No to Compulsory Military
Service Movement was shocked to know that the Turkish Cypriot Conscientious
Objector Murat Kanatli was sentenced to 10 Days in prison for objecting to participate in the
annual compulsory military exercise in the northern part of Cyprus on the basis
of his ideological conscientious objection. Murat Kanatli has been
always a friend of our movement, and was present in Cairo during the trial of
the founder of our movement, Maikel Nabil Sanad, in October 2011. We call for
his immediate release and recognition of his right in conscientious objection
to the military service.
Murat Kanatli had
declared his conscientious objection in 2009, stating that his goal is for the
human resources of war to dry up and that personally he will not participate in
any war, so it is meaningless to participate in any preparation for war. “If
there was a war in Cyprus, I would not take sides. Who are our enemies? Is it
anyone who is on the other side of the barbed wire? Are our enemies the friends
that we drink coffee with every day in Ledra Street?” Since then he has
refused each year to participate in the annual compulsory military exercises in
the northern part of Cyprus. On 14th June 2011 he was summoned to
appear in the Military Court on charges relating to his refusal in 2009. After
numerous postponements, on 8 December 2011 the Military Court accepted the
demand of Murat Kanatli to refer his case to the Constitutional Court, as it
refers to freedom of conscience which is a human right guaranteed by the
constitution.
The Constitutional
Court in its Judgment on 10 October 2013 expressed that opposition to military
service, where it is motivated by a serious and insurmountable conflict between
the obligation to serve in the army and a person's conscience or his deeply and
genuinely held religious or other beliefs required the protection of the human
right to freedom of thought which exists in Article 23 of the Constitution and
is safeguarded in Article 9 of European Convention of Human Rights and Article
18 of the International Covenant on Civil and Political Rights. However, the
Constitutional Court went on to state that compulsory military exercises do not
constitute a conflict with the Constitution. The Court added that the duty is
upon the legislator to provide in laws and regulations for alternative service
to military service and when doing so to review the article of the Constitution
that relates the right and duty to homeland to armed service only.
After the decision of
the Constitutional Court the trial of Murat Kanatlı continued at the Military
Court which delivered its judgment last Tuesday, 25Th Feb 2014,
stating that the right to conscientious objection is not regulated in domestic
laws and it only took the constitutional provision on right and duty to homeland to armed service and the relevant
legislation on armed services while disregarding the decisions of the European
Court of Human Rights. The Court went on to state that even if it was going to
give a judgement in the light of the relevant case law of ECtHR, Kanatli was objecting
to serve due to his political beliefs which the Court did not consider to constituting a conviction or belief of
sufficient cogency, seriousness, cohesion and importance to attract the
guarantees that are safeguarded in Article 9 of ECHR. Furthermore, the Court
continued to say that as alternative service is not regulated and because of
the existence of the Cyprus conflict the case would fall under the limitation
because it considered the regulation to be necessary in a democratic society in the interests of
public safety. The court handed down a penalty of 500 Turkish liras
or 10 days imprisonment if Kanatli failed to pay the penalty. Upon his refusal
to pay the penalty Kanatli was sent to serve 10 days in prison.

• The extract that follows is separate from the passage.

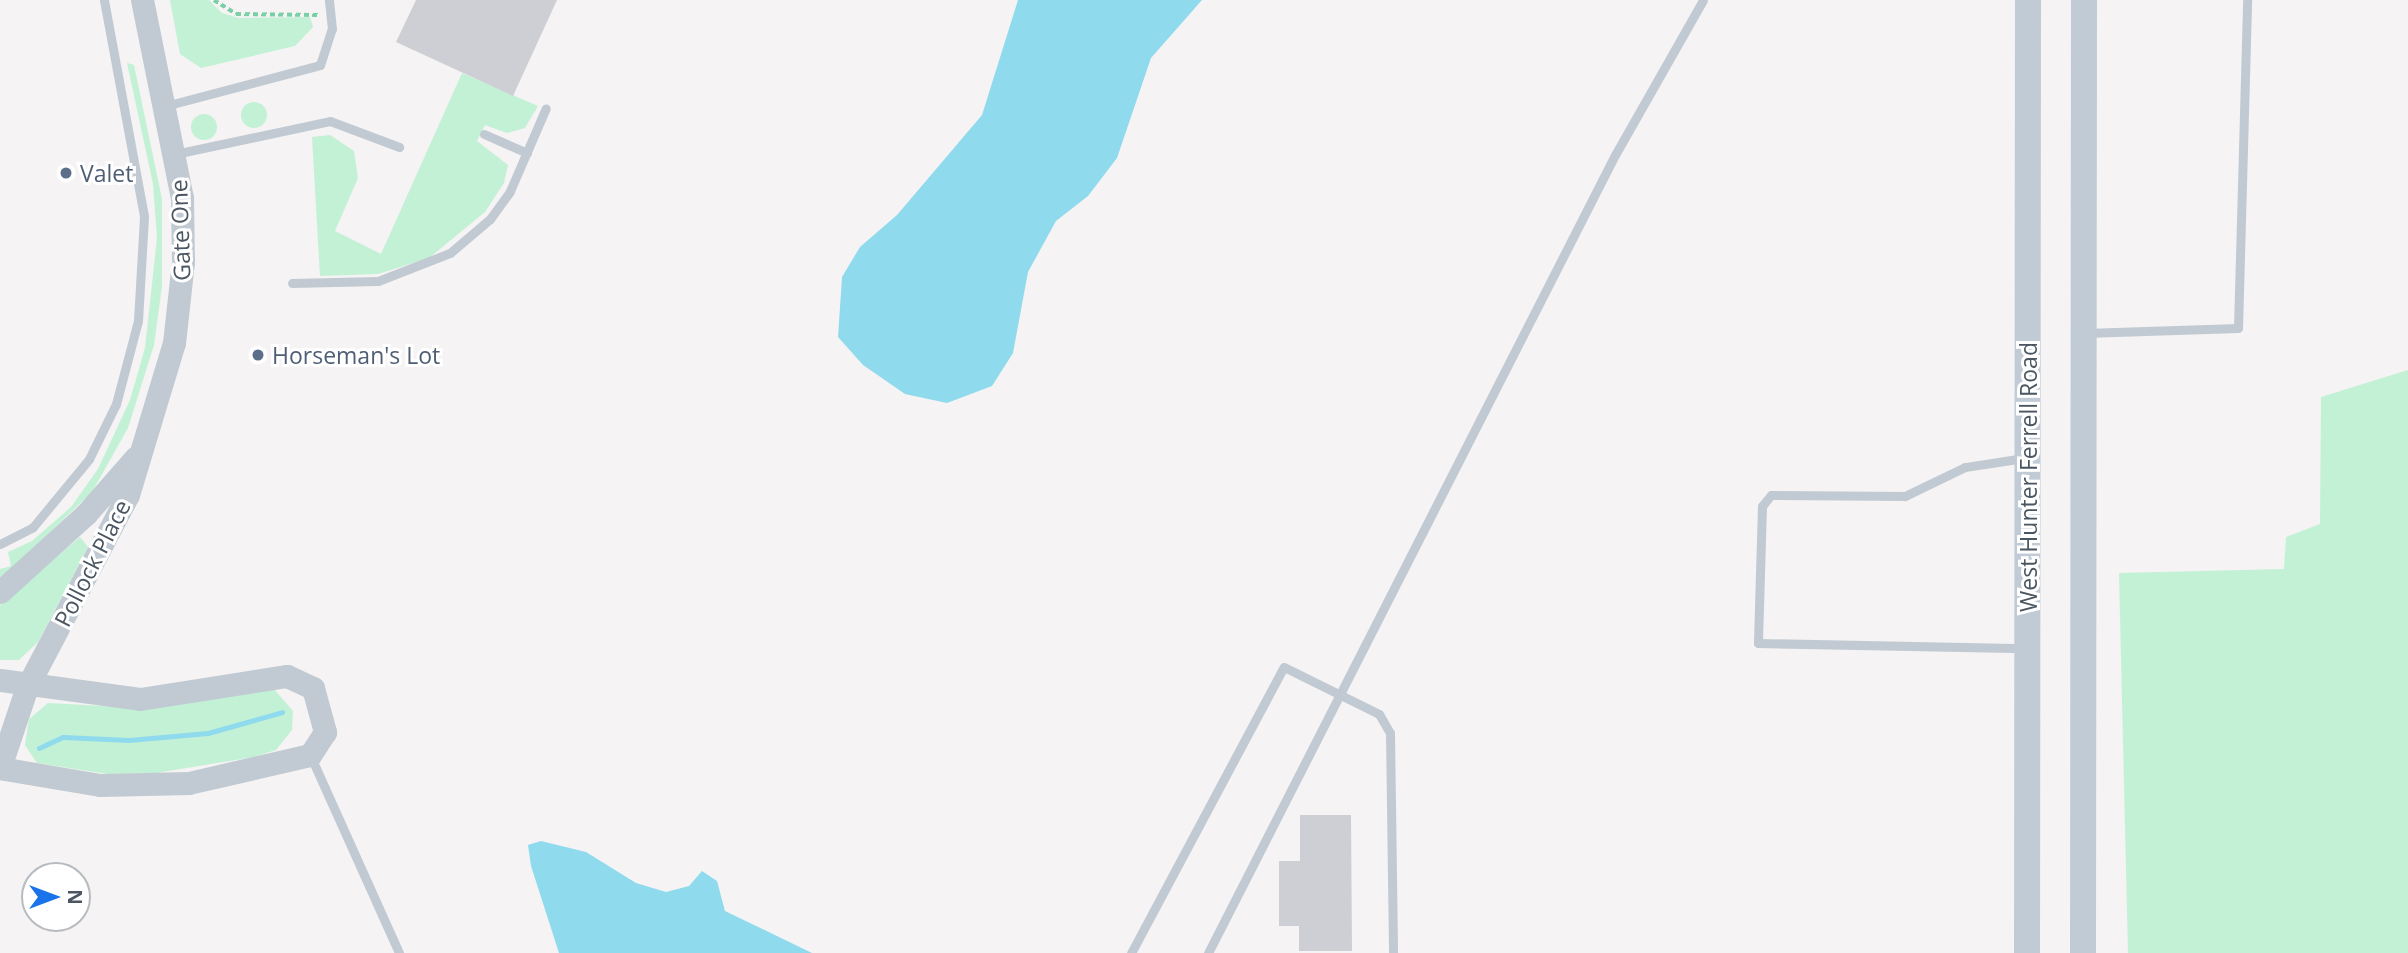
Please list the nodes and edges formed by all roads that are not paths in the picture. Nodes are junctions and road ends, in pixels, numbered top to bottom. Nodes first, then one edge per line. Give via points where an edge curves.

It is important to state that
this decision is solely regarding the refusal to participate in the year 2009.
The cases relating to objection to serve in 2010 and 2011 are still pending.
We would remind the
authorities in the northern part of Cyprus that last September the UN Human
Rights Council adopted without a vote Resolution 24/17, in which it recognises
"that conscientious objection to military service derives from
principles and reasons of conscience, including profound convictions, arising
from religious, ethical, humanitarian or similar motives". The
convictions revealed in Murat Kanatli's declaration cannot be dismissed as
merely his political opinions. We would also point out that in the same
resolution the Human Rights Council emphasised that "States should take
the necessary measures to refrain from subjecting individuals to imprisonment
solely on the basis of their conscientious objection to military service and to
repeated punishment for refusing to perform military service," and
recalled "that repeated punishment of conscientious objectors for
refusing a renewed order to serve in the military may amount to punishment in
breach of the legal principle ne bis in idem;".
No to Compulsory
Military Service Movement also supports the call of the Initiative for
Conscientious Objection in Cyprus for the
international community to express its solidarity with Murat Kanatlı and send
letters of protest to the Turkish Cypriot authorities as well as Turkish
authorities’ embassies abroad which is the country directly responsible for
human rights violations in the northern part of Cyprus following the Turkish invasion of the territories in 1974.